California
politics a prickly problem
California is an odd place.
With some of the richest farming soil in the world, one might think it also possesses
the seeds of change.
Apparently not. A clever, concise and ultimately effective headline on the Los
Angeles Times’ Web site summed up Tuesday’s special election as “No,
No, No, No, No, No, No, No.”
Eight propositions total. Eight propositions rejected.
Four of these propositions were proposed by Gov. Arnold Schwarzenegger in an
effort he believed would change Sacramento for the better. Unfortunately for
Schwarzenegger, he planted these potential seeds of political change in the wrong
place at the wrong time. Factions of his farmers revolted against him.
The special election this year was costly, both for the governor’s own
checkbook and the public labor unions that spent millions of dollars for months
hurting Schwarzenegger’s image. If it weren’t for their effective
and long-hauled ad campaigns against him, more of his initiatives might have
had a greater chance to pass.
But what is also interesting to note is the governor cannot blame the anti-Arnold
mass media coverage for his lack of success this time. Many major newspaper editorial
boards like the San Diego Union-Tribune, Orange County Register, San Francisco
Chronicle, San Jose Mercury News, Riverside Press-Enterprise and Los Angeles
Times supported at least half of the governor’s “reform agenda,” according
to the LA Times editorial page analysis “Endorsements elsewhere,” by
Paul Thornton. Proposition 77 was even unanimously endorsed, yet only about 40
percent of voters voted yes.
What does all this mean? Does it mean the editorial boards, who are supposed
to research all sides of the issue and find the most appropriate vote, are out
of touch with voters’ desires? Or maybe it signifies people blindly voted
without proper prior research, following only the misleading half-truth ads from
all sides on the TV?
Perhaps the full truth is a mixture of both. Maybe the editorial writers of the
major papers don’t get out enough or maybe the voters don’t read
enough.
In any case, the only certainty this newspaper’s editorial board can find
is special interests still control Sacramento and very much controlled this past
election. They still sit comfortably on the Sacramento capitol building lawn,
waiting to plan their next move against California’s public interest.

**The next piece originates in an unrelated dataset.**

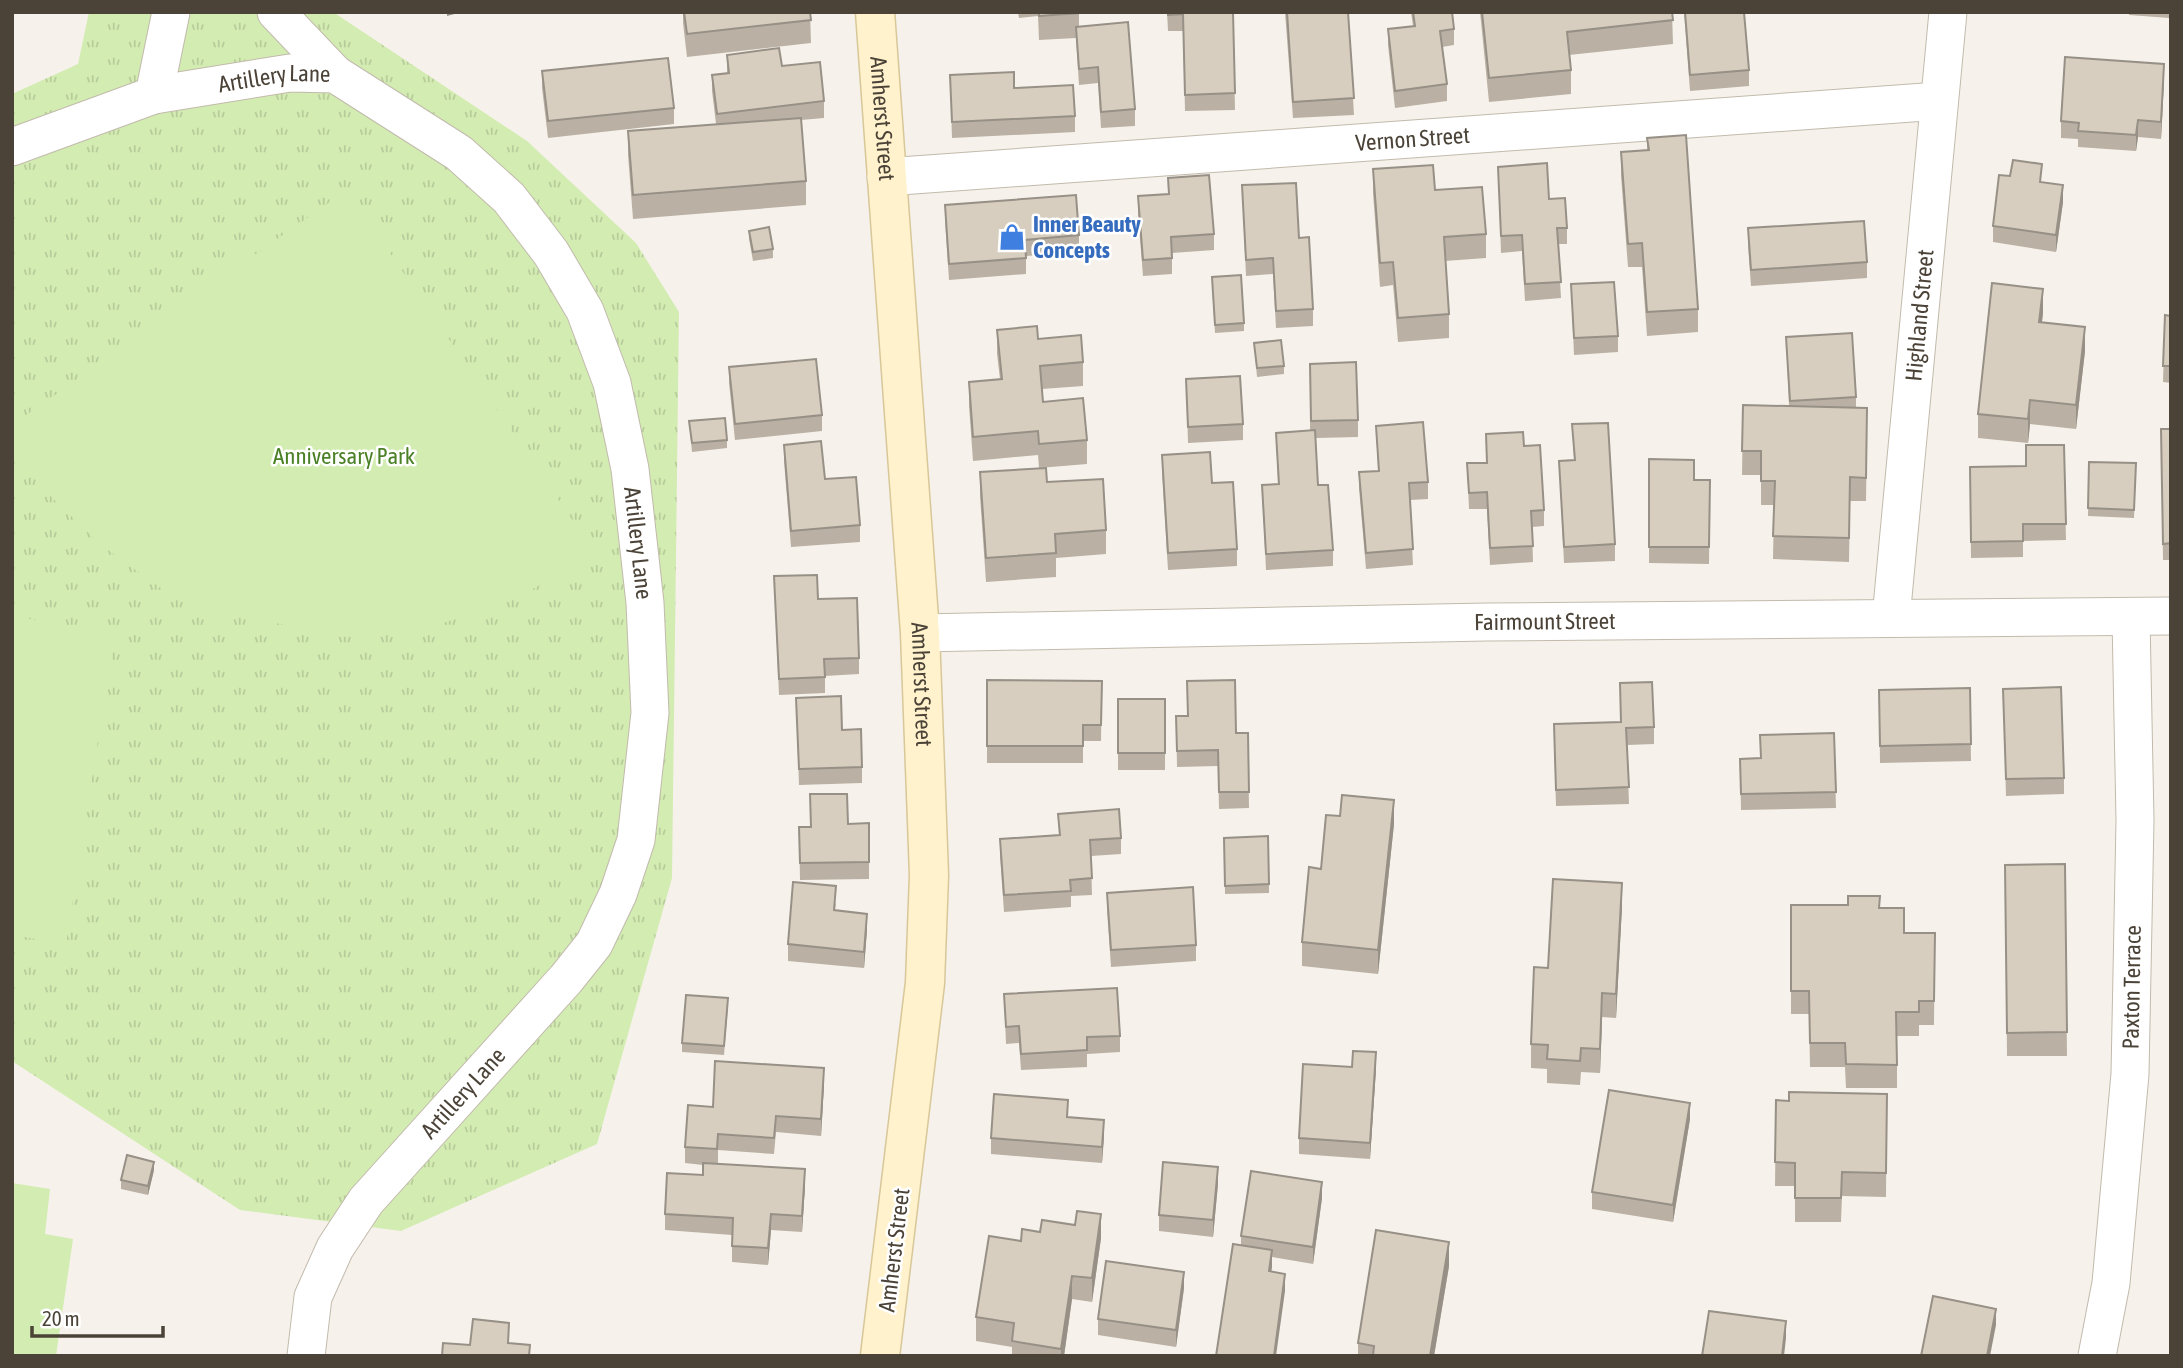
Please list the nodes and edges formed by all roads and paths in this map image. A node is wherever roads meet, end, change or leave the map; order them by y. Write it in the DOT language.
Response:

One of those special interests, the public employee unions, managed to convince
enough people that everything the governor proposed was wrong for California — even
if the initiatives had nothing to do with union interests.
To paraphrase their words, “Arnold equals bad,” no matter what he
proposes. That’s truly unfair but no one said the political world is a
fair one. It’s a shame California elected someone who it thought could
fix a broken Sacramento system, but when he tries to do so is rejected.